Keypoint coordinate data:
##########

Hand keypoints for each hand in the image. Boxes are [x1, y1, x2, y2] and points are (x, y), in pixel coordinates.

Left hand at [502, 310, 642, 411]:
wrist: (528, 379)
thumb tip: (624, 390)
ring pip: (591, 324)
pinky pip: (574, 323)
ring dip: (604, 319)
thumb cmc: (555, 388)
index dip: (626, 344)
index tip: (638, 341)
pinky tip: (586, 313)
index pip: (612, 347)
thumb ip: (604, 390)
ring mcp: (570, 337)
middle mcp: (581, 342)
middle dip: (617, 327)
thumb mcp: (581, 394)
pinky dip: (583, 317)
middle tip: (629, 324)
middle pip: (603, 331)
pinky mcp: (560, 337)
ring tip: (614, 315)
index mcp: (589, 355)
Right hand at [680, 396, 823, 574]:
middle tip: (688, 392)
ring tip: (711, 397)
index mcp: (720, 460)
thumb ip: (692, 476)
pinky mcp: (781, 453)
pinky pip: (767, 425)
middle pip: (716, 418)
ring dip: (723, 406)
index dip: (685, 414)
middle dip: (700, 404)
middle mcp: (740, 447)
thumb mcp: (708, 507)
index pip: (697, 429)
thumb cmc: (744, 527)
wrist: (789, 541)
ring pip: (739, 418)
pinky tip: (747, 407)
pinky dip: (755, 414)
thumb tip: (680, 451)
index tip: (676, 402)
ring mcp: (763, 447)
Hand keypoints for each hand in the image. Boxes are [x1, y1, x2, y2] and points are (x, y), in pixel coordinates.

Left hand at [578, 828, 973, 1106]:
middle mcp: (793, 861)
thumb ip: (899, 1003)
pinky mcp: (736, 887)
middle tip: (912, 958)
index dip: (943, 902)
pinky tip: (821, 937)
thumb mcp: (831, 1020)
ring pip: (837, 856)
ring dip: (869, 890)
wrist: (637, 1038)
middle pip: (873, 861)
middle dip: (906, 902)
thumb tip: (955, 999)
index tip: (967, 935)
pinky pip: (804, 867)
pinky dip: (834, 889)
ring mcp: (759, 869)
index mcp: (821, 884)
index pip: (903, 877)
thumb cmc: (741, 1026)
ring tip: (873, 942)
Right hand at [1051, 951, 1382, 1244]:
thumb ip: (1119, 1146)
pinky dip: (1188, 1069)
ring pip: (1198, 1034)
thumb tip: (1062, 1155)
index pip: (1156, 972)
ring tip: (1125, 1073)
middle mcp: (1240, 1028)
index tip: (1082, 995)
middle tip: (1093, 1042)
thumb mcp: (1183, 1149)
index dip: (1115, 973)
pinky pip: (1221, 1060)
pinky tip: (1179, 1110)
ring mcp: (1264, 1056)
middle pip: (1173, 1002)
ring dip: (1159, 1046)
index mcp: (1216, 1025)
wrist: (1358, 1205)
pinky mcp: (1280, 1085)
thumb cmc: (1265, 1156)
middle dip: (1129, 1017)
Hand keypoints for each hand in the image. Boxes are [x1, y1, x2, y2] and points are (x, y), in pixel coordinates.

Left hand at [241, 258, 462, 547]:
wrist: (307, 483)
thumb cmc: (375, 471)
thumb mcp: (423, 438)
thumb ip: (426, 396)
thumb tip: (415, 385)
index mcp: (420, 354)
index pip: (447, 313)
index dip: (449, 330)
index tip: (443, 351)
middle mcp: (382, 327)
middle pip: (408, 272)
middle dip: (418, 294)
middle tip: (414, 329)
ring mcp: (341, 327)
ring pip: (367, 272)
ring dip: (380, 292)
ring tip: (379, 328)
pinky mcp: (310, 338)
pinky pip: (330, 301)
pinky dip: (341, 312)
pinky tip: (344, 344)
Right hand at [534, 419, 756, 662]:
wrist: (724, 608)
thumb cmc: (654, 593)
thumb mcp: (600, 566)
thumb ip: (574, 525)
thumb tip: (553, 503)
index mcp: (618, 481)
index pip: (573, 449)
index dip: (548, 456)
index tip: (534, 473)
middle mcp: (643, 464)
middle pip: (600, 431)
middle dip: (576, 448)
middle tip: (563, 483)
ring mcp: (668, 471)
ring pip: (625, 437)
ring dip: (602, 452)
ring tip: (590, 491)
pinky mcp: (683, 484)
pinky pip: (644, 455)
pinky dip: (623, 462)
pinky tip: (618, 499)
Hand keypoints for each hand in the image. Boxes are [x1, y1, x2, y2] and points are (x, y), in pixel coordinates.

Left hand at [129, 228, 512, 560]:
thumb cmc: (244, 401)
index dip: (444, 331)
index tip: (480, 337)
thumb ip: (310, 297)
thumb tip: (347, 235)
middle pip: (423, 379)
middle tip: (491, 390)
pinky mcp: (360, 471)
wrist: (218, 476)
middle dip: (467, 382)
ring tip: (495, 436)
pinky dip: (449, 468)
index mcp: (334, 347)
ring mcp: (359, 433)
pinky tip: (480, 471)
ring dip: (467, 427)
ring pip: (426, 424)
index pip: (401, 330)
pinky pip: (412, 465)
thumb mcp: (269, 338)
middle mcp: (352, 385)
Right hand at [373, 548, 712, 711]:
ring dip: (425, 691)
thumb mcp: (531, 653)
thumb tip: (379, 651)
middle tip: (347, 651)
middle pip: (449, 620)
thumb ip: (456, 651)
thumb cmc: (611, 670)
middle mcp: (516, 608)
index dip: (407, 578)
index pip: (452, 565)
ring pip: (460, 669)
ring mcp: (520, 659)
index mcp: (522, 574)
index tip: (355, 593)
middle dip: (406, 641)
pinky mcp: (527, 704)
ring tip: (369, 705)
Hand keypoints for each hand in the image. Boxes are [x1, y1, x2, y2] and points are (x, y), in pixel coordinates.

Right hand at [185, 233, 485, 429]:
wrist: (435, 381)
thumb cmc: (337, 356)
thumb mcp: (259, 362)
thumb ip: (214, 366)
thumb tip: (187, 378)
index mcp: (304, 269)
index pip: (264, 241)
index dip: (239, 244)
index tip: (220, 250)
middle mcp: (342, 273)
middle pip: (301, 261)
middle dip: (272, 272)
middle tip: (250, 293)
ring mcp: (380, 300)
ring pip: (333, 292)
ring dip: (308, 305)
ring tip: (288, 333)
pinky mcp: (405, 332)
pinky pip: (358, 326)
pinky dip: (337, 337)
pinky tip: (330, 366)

##########

Aim of the exercise
Taking the lines above, repeat exactly those from the line that contains "ring pip: (837, 856)" through the line that contains "pinky mcp: (683, 484)", and both of those lines as well. Include nothing else.

Reply to the task
ring pip: (837, 856)
ring dip: (869, 890)
wrist: (637, 1038)
middle pip: (873, 861)
middle dip: (906, 902)
thumb tip: (955, 999)
index tip: (967, 935)
pinky pip: (804, 867)
pinky dip: (834, 889)
ring mcp: (759, 869)
index mcp: (821, 884)
index pip: (903, 877)
thumb cmc: (741, 1026)
ring tip: (873, 942)
Right hand at [1051, 951, 1382, 1244]:
thumb ip: (1119, 1146)
pinky dip: (1188, 1069)
ring pip: (1198, 1034)
thumb tip: (1062, 1155)
index pip: (1156, 972)
ring tip: (1125, 1073)
middle mcp: (1240, 1028)
index tip: (1082, 995)
middle tip: (1093, 1042)
thumb mcp: (1183, 1149)
index dip: (1115, 973)
pinky pip: (1221, 1060)
pinky tip: (1179, 1110)
ring mcp: (1264, 1056)
middle pip: (1173, 1002)
ring dip: (1159, 1046)
index mcp: (1216, 1025)
wrist: (1358, 1205)
pinky mcp: (1280, 1085)
thumb cmc: (1265, 1156)
middle dip: (1129, 1017)
Hand keypoints for each hand in the image. Boxes are [x1, y1, x2, y2] and points are (x, y), in pixel coordinates.

Left hand at [241, 258, 462, 547]:
wrist: (307, 483)
thumb cmc: (375, 471)
thumb mcp: (423, 438)
thumb ip: (426, 396)
thumb tip: (415, 385)
index mcp: (420, 354)
index pip: (447, 313)
index dip: (449, 330)
index tip: (443, 351)
middle mcp: (382, 327)
middle pip: (408, 272)
middle dip: (418, 294)
middle tip: (414, 329)
ring mcp: (341, 327)
ring pip: (367, 272)
ring dip: (380, 292)
ring tip: (379, 328)
pinky mcp: (310, 338)
pinky pip: (330, 301)
pinky dip: (341, 312)
pinky tip: (344, 344)
Right hand at [534, 419, 756, 662]:
wrist: (724, 608)
thumb cmc: (654, 593)
thumb mcp: (600, 566)
thumb ip: (574, 525)
thumb tip: (553, 503)
index mcp: (618, 481)
index pip: (573, 449)
index dip: (548, 456)
index tip: (534, 473)
middle mcp: (643, 464)
middle pip: (600, 431)
middle dip: (576, 448)
middle tip: (563, 483)
ring mcp: (668, 471)
ring pip: (625, 437)
ring dip: (602, 452)
ring tip: (590, 491)
pinky mcp: (683, 484)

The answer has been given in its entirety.